Cyclic Solvent Process

Imperial Oil Resources Limited


Project Type

Demonstration

Project Value

$91,300,000

Project Status

Completed

Location

Cold Lake, AB

Funding Amount

$10,000,000

Alternative Bitumen Extraction Technology

Funded through Round 4: Carbon Capture plus Energy Technology in 2012, Imperial Oil Resources Ltd. conducted a pilot demonstration of the non-thermal, in-situ bitumen recovery process, called Cyclic Solvent Process (CSP). The project was completed in 2018 and assessed the commercial viability of CSP and cost-effective deployment of the technology.

CSP utilizes injected solvent to reduce the viscosity of the bitumen, enabling its production from the sub-surface. The liquid-phase solvent is injected into a horizontal well in a cyclic manner. Following injection, pressure is reduced, and the mixture of solvent and bitumen flows back to the same horizontal well and is produced to surface using artificial lift. Because CSP is a non-thermal process, it avoids the key challenges associated with traditional thermal processes, including cyclic steam stimulation (CSS) and steam assisted gravity drainage (SAGD). Two of these key challenges are the production of greenhouse gases (GHGs) arising from burning natural gas to produce steam, as well as lower thermal inefficiencies, which limit applicability to thinner and/or lower bitumen saturation reservoirs. CSP’s GHG intensity reduction of about 80 per cent compared to CSS may expand its application to reservoirs where a steam-based process would ordinarily be considered. Beyond the GHG benefits, CSP requires almost no water and represents a water-conscious bitumen extraction process, as it does not utilize steam.

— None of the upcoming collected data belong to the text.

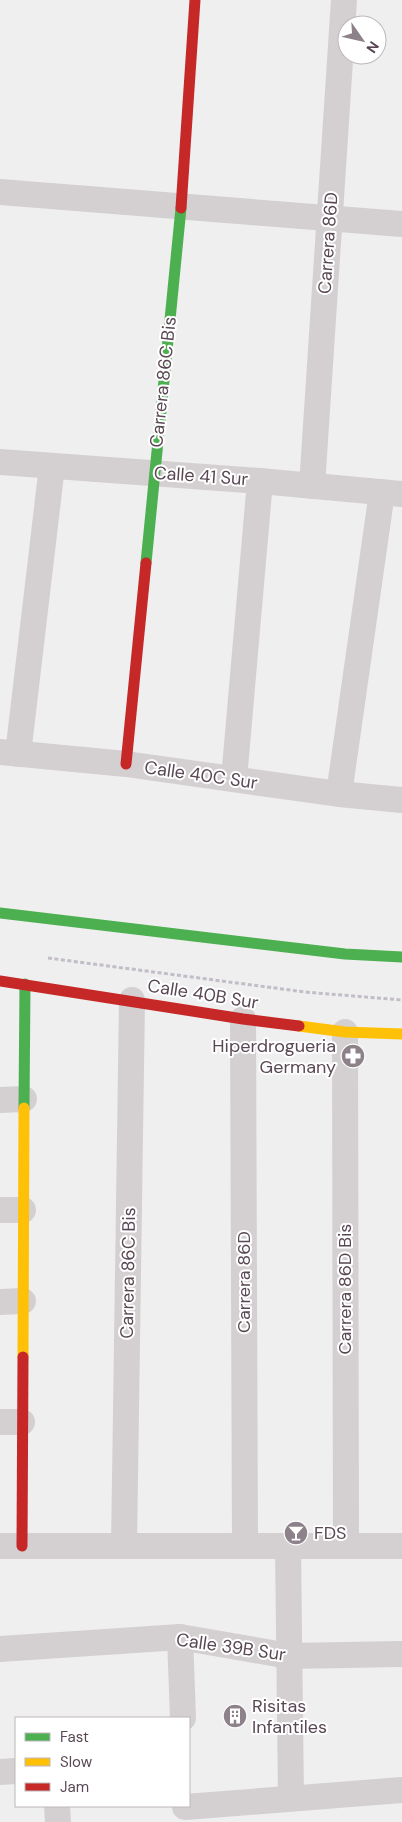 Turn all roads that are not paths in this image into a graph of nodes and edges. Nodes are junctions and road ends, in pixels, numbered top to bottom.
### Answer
1 (195, 0) edge
2 (344, 0) edge
3 (0, 192) edge
4 (181, 206) junction
5 (330, 218) junction
6 (402, 224) edge
7 (0, 462) edge
8 (52, 466) junction
9 (154, 473) junction
10 (260, 480) junction
11 (312, 486) junction
12 (392, 493) edge
13 (9, 753) edge
14 (126, 764) junction
15 (234, 779) junction
16 (339, 794) junction
17 (402, 800) edge
18 (1, 914) edge
19 (402, 957) edge
20 (0, 981) edge
21 (25, 984) junction
22 (132, 1000) junction
23 (243, 1019) junction
24 (345, 1032) junction
25 (402, 1034) edge
26 (12, 1099) edge
27 (12, 1210) edge
28 (11, 1301) edge
29 (11, 1422) edge
30 (11, 1546) edge
31 (124, 1546) junction
32 (246, 1546) junction
33 (288, 1546) junction
34 (346, 1546) junction
35 (402, 1546) edge
36 (180, 1637) junction
37 (0, 1649) edge
38 (402, 1654) edge
39 (289, 1656) junction
40 (183, 1717) edge
41 (15, 1771) edge
42 (0, 1772) edge
43 (402, 1790) edge
44 (291, 1798) junction
45 (57, 1807) edge
46 (186, 1812) edge
47 (235, 1813) edge
48 (58, 1822) edge

1 - 4 street, Carrera 86C Bis
2 - 5 street, Carrera 86D
3 - 4 street
4 - 5 street
4 - 9 street, Carrera 86C Bis
5 - 6 street
5 - 11 street, Carrera 86D
7 - 8 street, Calle 41 Sur
8 - 9 street, Calle 41 Sur
8 - 13 street
9 - 10 street, Calle 41 Sur
9 - 14 street, Carrera 86C Bis
10 - 11 street, Calle 41 Sur
10 - 15 street
11 - 12 street, Calle 41 Sur
12 - 16 street
13 - 14 street, Calle 40C Sur
14 - 15 street, Calle 40C Sur
15 - 16 street, Calle 40C Sur
16 - 17 street, Calle 40C Sur
18 - 19 street
20 - 21 street, Calle 40B Sur
21 - 22 street, Calle 40B Sur
21 - 26 street
22 - 23 street, Calle 40B Sur
22 - 31 street, Carrera 86C Bis
23 - 24 street, Calle 40B Sur
23 - 32 street, Carrera 86D
24 - 25 street, Calle 40B Sur
24 - 34 street, Carrera 86D Bis
26 - 27 street
27 - 28 street
28 - 29 street
29 - 30 street
30 - 31 street
31 - 32 street
32 - 33 street
33 - 34 street
33 - 39 street
34 - 35 street
36 - 37 street, Calle 39B Sur
36 - 39 street, Calle 39B Sur
36 - 40 street
38 - 39 street, Calle 39B Sur
39 - 44 street
41 - 42 street
43 - 44 street
44 - 47 street
45 - 48 street
46 - 47 street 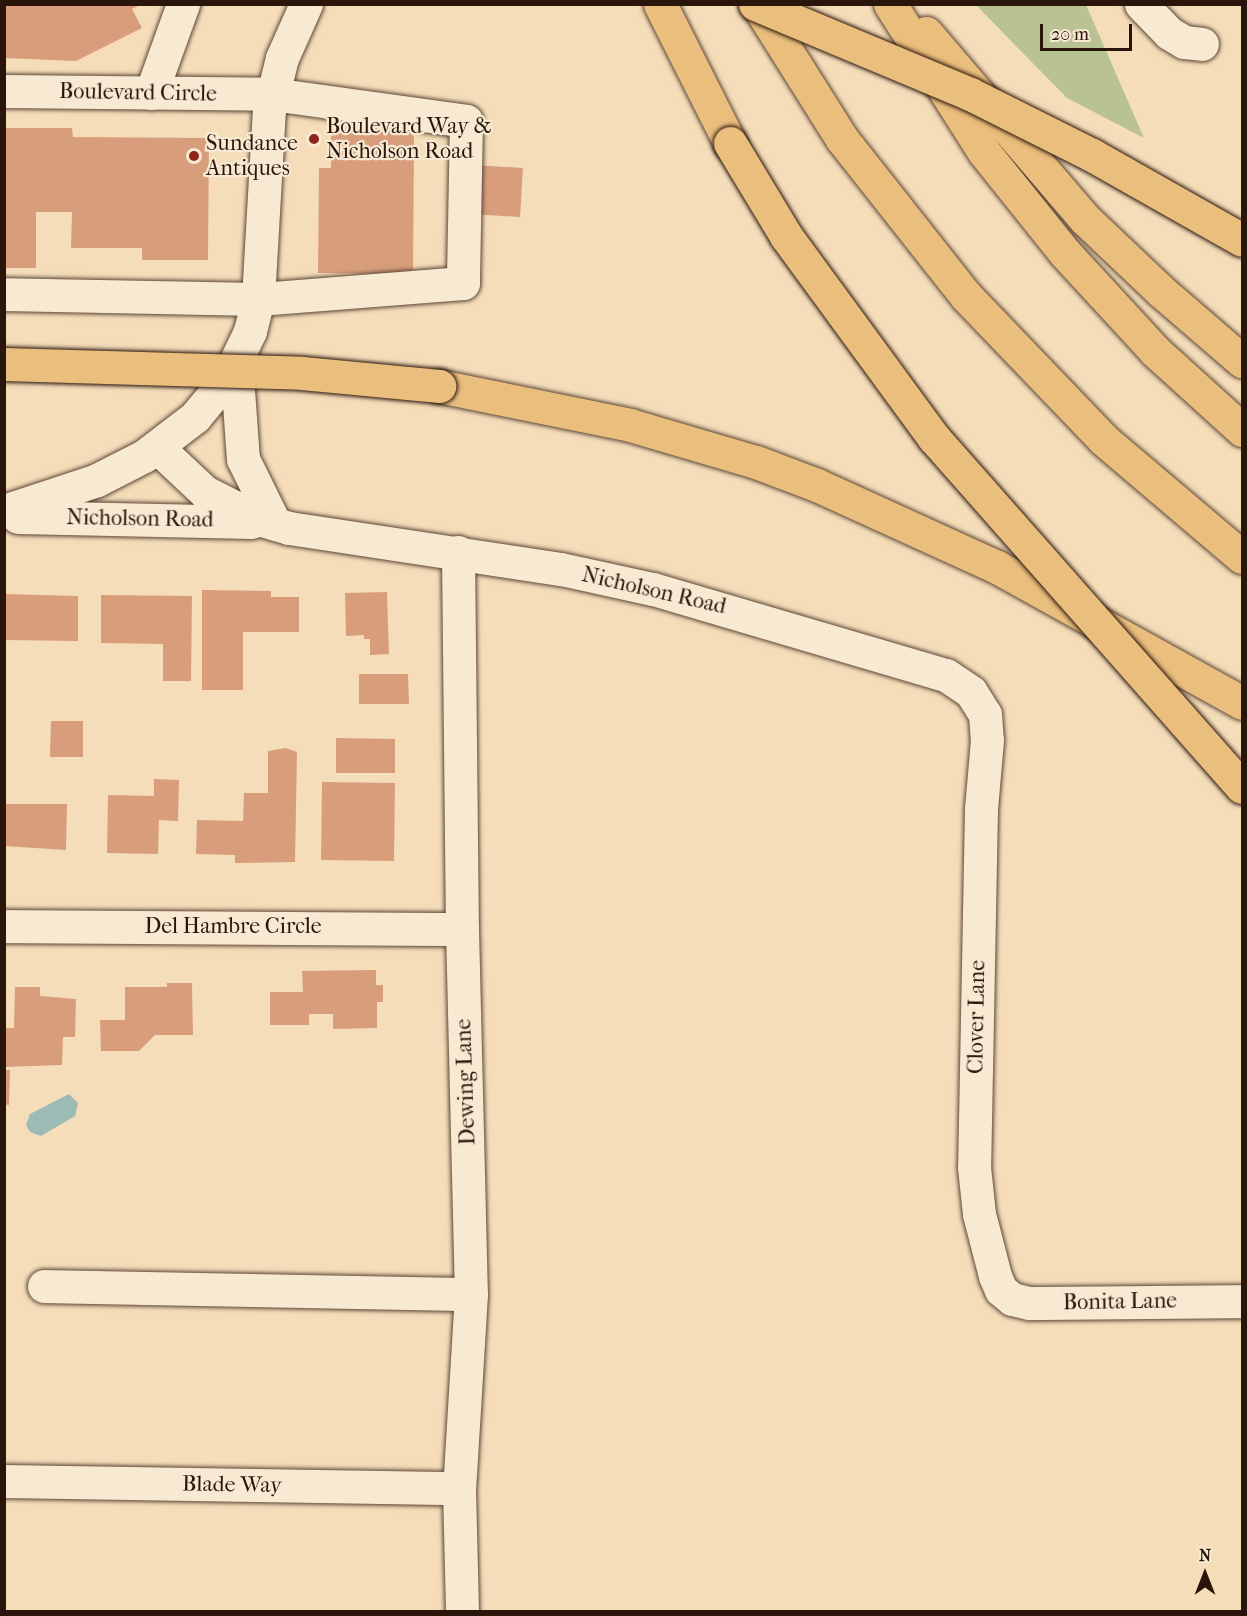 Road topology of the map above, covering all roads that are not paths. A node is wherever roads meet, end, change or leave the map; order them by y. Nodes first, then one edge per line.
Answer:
1 (183, 4) edge
2 (306, 4) edge
3 (660, 4) edge
4 (756, 4) edge
5 (890, 4) edge
6 (902, 4) edge
7 (1142, 4) edge
8 (1202, 44) dead end
9 (4, 91) edge
10 (151, 93) junction
11 (272, 94) junction
12 (1242, 240) edge
13 (4, 294) edge
14 (258, 299) junction
15 (1242, 361) edge
16 (236, 362) junction
17 (4, 364) edge
18 (1242, 430) edge
19 (158, 447) junction
20 (4, 511) edge
21 (4, 517) edge
22 (275, 524) junction
23 (458, 552) junction
24 (1242, 557) edge
25 (1242, 703) edge
26 (987, 740) joint
27 (1242, 787) edge
28 (4, 926) edge
29 (462, 929) junction
30 (44, 1286) dead end
31 (1001, 1290) joint
32 (471, 1294) junction
33 (1242, 1301) edge
34 (4, 1481) edge
35 (459, 1488) junction
36 (462, 1611) edge

1 - 10 street
2 - 11 street
3 - 27 highway, bridge
4 - 12 highway, bridge
4 - 24 highway
5 - 18 highway
6 - 15 highway
7 - 8 street
9 - 10 street, Boulevard Circle
10 - 11 street, Boulevard Circle
11 - 14 street
11 - 14 street, Boulevard Circle
13 - 14 street
14 - 16 street
16 - 19 street
16 - 22 street
17 - 25 highway, bridge
19 - 20 street
19 - 22 street, Nicholson Road
21 - 22 street, Nicholson Road
22 - 23 street, Nicholson Road
23 - 26 street, Nicholson Road
23 - 29 street, Dewing Lane
26 - 31 street, Clover Lane
28 - 29 street, Del Hambre Circle
29 - 32 street, Dewing Lane
30 - 32 street
31 - 33 street, Bonita Lane
32 - 35 street, Dewing Lane
34 - 35 street, Blade Way
35 - 36 street, Dewing Lane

Early-Stage Challenges Inform Future Operations

The project experienced challenges in the early stages of the pilot that were eventually overcome. Specifically, the surface lines and the production pipeline experienced clogging with heavy liquid during the early pilot operation. The project team resolved this by replacing diluent with a flow-assurance solvent. This reduced the formation of heavy liquid at the pilot conditions, preventing future plugging. Additionally, inadequate methanol treatment and residual water from commissioning activates led to hydrate formation within the production pipeline. Gas hydrates are crystalline compounds that occur when small gas molecules contact with water at certain temperatures and pressures. The project team performed a hydrate removal procedure, which was successful. These initial challenges helped the technology become more commercially viable from a reservoir and operational perspective. In addition, these important learnings will directly influence future commercial design choices.

What’s next?

The CSP project demonstrated a solvent-only recovery process, building on existing and ongoing solvent-assisted processes in the Cold Lake region. CSP could be a solvent-only technology commercialized in the future, but in the meantime, Imperial continues to commercialize solvent-assisted processes at some of its operations to help reduce GHGs and water consumption.